EXERCISE DATA: Begin
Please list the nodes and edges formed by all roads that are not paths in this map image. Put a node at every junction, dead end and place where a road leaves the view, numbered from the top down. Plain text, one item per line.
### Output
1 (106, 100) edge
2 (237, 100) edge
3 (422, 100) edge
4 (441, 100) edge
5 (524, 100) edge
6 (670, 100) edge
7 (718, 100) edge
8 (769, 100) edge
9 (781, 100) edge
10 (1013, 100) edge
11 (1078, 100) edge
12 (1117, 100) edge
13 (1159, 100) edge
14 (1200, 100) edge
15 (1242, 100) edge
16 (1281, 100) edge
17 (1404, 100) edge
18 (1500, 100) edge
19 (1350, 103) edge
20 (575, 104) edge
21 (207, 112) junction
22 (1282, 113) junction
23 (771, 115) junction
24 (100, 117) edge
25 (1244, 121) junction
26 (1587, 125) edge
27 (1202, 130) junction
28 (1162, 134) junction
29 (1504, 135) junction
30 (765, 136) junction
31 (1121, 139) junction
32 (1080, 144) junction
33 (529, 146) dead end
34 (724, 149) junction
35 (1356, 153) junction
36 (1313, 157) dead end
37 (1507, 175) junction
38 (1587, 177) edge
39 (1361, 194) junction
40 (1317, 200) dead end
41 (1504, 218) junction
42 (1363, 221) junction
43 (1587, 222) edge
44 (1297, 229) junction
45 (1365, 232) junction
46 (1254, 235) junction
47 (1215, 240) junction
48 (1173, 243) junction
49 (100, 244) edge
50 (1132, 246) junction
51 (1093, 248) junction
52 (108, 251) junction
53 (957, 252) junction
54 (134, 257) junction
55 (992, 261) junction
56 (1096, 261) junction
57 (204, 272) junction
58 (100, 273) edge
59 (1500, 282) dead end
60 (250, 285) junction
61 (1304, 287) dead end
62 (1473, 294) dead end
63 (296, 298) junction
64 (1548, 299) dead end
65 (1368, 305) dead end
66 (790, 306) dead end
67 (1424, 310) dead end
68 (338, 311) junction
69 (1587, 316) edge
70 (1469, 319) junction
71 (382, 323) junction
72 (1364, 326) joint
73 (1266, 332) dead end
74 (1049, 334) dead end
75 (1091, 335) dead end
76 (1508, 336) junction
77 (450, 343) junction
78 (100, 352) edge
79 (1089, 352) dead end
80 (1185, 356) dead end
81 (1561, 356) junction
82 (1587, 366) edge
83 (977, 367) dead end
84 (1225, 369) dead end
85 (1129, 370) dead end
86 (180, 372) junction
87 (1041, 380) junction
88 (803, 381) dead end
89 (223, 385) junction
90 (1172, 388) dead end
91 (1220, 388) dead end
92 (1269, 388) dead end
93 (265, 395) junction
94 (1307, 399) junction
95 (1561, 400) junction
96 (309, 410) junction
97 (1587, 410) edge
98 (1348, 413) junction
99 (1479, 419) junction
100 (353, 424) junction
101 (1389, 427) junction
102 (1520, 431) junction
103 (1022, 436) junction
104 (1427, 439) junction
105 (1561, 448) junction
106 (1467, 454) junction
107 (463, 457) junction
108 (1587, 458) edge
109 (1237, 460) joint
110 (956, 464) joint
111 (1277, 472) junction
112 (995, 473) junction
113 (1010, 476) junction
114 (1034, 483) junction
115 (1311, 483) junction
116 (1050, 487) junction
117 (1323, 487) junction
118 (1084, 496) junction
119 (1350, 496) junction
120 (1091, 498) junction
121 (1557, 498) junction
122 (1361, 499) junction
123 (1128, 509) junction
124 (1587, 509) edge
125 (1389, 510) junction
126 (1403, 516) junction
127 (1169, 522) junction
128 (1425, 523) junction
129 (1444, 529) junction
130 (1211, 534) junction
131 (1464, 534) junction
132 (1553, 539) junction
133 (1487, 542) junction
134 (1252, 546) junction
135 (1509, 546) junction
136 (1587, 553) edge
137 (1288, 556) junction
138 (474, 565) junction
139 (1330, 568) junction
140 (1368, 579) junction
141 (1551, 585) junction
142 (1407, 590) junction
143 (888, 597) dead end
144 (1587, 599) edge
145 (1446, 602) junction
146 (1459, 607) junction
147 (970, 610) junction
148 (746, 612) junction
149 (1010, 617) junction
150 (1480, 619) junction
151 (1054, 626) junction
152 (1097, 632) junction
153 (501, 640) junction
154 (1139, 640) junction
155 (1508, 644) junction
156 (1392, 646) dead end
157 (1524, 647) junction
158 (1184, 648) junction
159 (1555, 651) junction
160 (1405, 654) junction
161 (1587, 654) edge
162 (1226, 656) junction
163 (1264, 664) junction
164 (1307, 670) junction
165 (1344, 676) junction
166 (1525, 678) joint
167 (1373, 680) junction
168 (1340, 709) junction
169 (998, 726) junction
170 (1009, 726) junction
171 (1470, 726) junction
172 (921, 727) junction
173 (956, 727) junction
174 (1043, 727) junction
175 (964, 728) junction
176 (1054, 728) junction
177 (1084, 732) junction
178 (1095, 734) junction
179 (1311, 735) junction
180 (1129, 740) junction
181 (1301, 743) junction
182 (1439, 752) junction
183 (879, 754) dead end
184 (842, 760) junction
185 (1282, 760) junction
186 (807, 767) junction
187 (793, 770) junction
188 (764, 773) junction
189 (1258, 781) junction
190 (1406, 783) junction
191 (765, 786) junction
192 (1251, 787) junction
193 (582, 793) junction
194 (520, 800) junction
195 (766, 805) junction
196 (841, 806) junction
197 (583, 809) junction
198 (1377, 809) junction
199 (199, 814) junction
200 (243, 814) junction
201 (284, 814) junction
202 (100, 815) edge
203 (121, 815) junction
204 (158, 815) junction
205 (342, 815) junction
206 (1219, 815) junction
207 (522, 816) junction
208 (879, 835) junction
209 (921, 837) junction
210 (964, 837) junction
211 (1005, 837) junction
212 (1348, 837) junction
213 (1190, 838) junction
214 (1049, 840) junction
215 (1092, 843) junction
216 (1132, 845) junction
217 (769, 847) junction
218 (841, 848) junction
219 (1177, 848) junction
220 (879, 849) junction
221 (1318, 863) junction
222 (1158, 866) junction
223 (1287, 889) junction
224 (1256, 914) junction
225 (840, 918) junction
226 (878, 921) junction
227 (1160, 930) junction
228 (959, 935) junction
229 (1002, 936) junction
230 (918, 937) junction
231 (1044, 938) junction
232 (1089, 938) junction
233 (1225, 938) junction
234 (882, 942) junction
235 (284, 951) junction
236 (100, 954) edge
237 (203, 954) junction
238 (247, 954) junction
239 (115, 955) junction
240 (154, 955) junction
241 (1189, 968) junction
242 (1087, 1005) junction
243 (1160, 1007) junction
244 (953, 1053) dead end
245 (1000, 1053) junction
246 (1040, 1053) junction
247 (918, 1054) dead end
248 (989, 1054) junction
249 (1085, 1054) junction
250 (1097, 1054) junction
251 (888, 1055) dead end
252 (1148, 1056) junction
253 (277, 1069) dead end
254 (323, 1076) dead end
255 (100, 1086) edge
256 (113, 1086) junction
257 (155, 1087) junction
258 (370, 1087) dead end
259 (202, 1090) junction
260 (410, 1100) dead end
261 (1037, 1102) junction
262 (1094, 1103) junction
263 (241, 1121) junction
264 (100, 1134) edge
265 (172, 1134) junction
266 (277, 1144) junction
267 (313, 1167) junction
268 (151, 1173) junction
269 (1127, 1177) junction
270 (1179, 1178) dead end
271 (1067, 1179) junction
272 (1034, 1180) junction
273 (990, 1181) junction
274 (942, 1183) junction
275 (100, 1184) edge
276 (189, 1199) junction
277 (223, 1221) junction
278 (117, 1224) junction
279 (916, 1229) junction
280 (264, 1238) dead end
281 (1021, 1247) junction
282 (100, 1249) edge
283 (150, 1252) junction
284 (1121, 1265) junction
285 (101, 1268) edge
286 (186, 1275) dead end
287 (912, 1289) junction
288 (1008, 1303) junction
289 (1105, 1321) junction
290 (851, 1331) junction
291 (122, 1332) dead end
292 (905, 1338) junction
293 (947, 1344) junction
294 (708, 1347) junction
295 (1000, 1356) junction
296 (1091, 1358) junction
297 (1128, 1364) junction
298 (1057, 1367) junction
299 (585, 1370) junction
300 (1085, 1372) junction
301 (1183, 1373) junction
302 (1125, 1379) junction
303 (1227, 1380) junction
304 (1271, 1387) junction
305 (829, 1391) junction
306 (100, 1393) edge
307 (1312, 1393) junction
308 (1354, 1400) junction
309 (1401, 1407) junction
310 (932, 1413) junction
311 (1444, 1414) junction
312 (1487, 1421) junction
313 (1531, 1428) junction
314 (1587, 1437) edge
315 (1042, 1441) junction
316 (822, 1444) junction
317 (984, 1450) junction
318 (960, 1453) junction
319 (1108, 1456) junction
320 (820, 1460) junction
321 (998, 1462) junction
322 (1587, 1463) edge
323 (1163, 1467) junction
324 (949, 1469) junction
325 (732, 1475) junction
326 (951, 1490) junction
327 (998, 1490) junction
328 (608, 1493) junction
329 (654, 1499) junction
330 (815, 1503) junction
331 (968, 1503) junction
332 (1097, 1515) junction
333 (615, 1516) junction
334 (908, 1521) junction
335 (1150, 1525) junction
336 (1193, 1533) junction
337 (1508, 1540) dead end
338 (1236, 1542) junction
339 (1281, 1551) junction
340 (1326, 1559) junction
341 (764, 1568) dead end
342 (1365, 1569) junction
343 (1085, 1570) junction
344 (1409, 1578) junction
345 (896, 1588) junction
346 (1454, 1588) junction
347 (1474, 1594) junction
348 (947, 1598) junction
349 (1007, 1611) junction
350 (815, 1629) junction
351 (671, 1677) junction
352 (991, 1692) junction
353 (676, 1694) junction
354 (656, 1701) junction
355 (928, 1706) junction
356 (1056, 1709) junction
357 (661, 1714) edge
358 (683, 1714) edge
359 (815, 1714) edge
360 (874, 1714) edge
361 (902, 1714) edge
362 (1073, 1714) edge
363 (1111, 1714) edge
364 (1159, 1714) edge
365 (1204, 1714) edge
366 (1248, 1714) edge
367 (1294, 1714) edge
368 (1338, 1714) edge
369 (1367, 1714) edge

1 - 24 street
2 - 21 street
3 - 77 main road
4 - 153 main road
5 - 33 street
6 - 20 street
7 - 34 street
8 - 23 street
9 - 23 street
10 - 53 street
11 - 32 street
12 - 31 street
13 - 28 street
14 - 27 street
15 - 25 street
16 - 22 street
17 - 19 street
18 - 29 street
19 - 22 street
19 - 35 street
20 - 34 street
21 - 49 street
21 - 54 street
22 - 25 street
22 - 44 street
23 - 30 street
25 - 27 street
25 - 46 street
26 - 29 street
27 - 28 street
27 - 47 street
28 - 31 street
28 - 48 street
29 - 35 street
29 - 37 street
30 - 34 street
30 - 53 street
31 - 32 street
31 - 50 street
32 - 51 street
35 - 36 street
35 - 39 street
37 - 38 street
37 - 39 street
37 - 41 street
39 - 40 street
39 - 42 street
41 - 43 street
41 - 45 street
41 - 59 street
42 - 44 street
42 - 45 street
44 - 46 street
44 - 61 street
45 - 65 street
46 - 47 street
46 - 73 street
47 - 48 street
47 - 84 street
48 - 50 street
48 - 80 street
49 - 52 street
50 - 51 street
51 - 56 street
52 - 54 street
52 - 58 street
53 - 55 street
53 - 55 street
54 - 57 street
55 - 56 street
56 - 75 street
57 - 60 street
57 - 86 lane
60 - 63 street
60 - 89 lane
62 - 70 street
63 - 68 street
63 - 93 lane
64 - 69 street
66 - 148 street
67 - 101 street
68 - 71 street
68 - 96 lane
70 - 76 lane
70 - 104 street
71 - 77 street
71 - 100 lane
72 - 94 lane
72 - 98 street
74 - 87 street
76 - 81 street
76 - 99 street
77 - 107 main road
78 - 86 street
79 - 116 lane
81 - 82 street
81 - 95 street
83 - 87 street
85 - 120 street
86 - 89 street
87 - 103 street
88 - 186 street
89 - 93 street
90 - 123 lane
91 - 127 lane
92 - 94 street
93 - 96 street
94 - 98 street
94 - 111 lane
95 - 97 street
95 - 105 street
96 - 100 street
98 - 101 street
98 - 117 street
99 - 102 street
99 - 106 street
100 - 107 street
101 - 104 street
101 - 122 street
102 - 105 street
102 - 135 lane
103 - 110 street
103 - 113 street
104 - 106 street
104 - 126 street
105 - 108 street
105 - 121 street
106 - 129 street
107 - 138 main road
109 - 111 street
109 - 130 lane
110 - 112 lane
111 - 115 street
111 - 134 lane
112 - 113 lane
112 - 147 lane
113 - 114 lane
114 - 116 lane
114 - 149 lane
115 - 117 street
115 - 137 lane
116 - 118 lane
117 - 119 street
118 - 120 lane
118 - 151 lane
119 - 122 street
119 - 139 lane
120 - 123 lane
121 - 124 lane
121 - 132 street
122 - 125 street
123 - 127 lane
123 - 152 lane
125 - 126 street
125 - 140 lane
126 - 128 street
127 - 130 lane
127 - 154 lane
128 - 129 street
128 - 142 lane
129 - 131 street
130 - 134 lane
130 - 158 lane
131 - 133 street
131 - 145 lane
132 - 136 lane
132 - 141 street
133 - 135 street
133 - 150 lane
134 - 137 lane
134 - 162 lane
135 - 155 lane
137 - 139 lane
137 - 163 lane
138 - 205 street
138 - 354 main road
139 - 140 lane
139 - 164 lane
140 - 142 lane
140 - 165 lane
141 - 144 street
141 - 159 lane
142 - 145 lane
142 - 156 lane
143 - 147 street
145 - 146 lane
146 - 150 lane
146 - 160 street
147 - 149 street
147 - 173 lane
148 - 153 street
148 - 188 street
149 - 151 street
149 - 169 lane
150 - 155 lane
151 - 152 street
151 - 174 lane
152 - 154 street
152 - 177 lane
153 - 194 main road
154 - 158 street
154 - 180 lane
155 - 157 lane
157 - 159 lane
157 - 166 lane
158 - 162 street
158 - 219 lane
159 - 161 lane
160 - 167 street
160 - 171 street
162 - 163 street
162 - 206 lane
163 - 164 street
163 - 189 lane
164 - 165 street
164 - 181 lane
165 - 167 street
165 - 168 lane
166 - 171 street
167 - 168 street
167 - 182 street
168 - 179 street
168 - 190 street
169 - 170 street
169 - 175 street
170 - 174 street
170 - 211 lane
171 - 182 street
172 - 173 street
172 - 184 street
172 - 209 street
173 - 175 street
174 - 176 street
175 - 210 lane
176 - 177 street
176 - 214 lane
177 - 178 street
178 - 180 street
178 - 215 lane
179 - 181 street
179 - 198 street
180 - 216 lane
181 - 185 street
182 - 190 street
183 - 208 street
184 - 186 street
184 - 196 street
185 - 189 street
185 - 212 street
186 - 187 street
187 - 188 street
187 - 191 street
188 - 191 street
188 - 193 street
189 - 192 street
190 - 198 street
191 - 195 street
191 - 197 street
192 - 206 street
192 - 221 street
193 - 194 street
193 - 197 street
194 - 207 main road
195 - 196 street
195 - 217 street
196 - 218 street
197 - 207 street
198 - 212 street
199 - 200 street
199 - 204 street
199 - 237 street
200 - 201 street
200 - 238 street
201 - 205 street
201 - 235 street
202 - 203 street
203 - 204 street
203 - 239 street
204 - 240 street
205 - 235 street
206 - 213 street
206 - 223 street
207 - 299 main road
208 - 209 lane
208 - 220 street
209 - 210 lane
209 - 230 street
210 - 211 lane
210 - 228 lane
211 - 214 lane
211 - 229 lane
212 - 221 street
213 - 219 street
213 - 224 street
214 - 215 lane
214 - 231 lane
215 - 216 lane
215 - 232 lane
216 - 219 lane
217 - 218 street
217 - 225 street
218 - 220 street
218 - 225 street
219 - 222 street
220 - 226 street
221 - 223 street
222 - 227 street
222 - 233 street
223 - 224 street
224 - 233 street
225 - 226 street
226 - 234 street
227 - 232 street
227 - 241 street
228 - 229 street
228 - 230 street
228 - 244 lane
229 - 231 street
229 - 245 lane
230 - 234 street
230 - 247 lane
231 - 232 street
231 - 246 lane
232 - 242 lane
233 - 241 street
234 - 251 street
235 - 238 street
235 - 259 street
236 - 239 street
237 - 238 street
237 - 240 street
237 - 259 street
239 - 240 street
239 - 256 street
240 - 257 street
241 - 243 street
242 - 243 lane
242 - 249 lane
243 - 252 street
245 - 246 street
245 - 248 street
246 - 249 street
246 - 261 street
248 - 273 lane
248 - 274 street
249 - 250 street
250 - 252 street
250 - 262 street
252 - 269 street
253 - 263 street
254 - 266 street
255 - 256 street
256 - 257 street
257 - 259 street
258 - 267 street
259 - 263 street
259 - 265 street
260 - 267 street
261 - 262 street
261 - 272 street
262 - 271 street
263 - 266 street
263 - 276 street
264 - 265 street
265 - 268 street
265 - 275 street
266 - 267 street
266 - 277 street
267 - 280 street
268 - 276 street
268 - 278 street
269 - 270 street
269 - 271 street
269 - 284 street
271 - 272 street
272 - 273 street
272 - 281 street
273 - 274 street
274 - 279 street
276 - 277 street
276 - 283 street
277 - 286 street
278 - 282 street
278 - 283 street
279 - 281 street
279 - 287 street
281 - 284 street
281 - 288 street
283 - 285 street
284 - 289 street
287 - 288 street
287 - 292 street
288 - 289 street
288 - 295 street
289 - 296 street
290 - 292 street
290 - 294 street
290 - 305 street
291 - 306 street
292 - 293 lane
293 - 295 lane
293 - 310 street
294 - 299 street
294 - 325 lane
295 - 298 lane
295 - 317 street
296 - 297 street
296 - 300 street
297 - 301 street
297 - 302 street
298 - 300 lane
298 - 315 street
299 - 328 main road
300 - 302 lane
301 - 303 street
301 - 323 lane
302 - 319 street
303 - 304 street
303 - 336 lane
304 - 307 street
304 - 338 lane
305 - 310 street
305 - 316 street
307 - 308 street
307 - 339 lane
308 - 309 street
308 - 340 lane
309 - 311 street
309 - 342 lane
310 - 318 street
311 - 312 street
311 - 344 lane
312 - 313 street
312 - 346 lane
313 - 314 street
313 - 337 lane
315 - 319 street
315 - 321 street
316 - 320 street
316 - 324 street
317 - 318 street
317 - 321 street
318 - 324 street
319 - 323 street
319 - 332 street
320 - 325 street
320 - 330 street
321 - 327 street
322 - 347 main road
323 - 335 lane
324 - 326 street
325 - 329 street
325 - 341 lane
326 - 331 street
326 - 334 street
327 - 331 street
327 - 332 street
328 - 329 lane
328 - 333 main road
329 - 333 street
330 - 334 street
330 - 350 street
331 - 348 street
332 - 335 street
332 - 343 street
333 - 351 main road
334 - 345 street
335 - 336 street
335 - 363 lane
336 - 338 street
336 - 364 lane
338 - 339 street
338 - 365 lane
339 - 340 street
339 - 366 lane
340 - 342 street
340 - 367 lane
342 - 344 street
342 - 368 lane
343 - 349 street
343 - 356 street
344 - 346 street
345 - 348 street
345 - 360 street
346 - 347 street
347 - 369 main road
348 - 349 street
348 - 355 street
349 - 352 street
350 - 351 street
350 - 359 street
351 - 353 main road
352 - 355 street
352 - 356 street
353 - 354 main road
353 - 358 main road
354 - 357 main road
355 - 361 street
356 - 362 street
EXERCISE DATA: End
PROMPT =
Count lines, not occurrences: report how many lines in the entries above include the word "joint", as a number alone.

TASK ANSWER =
4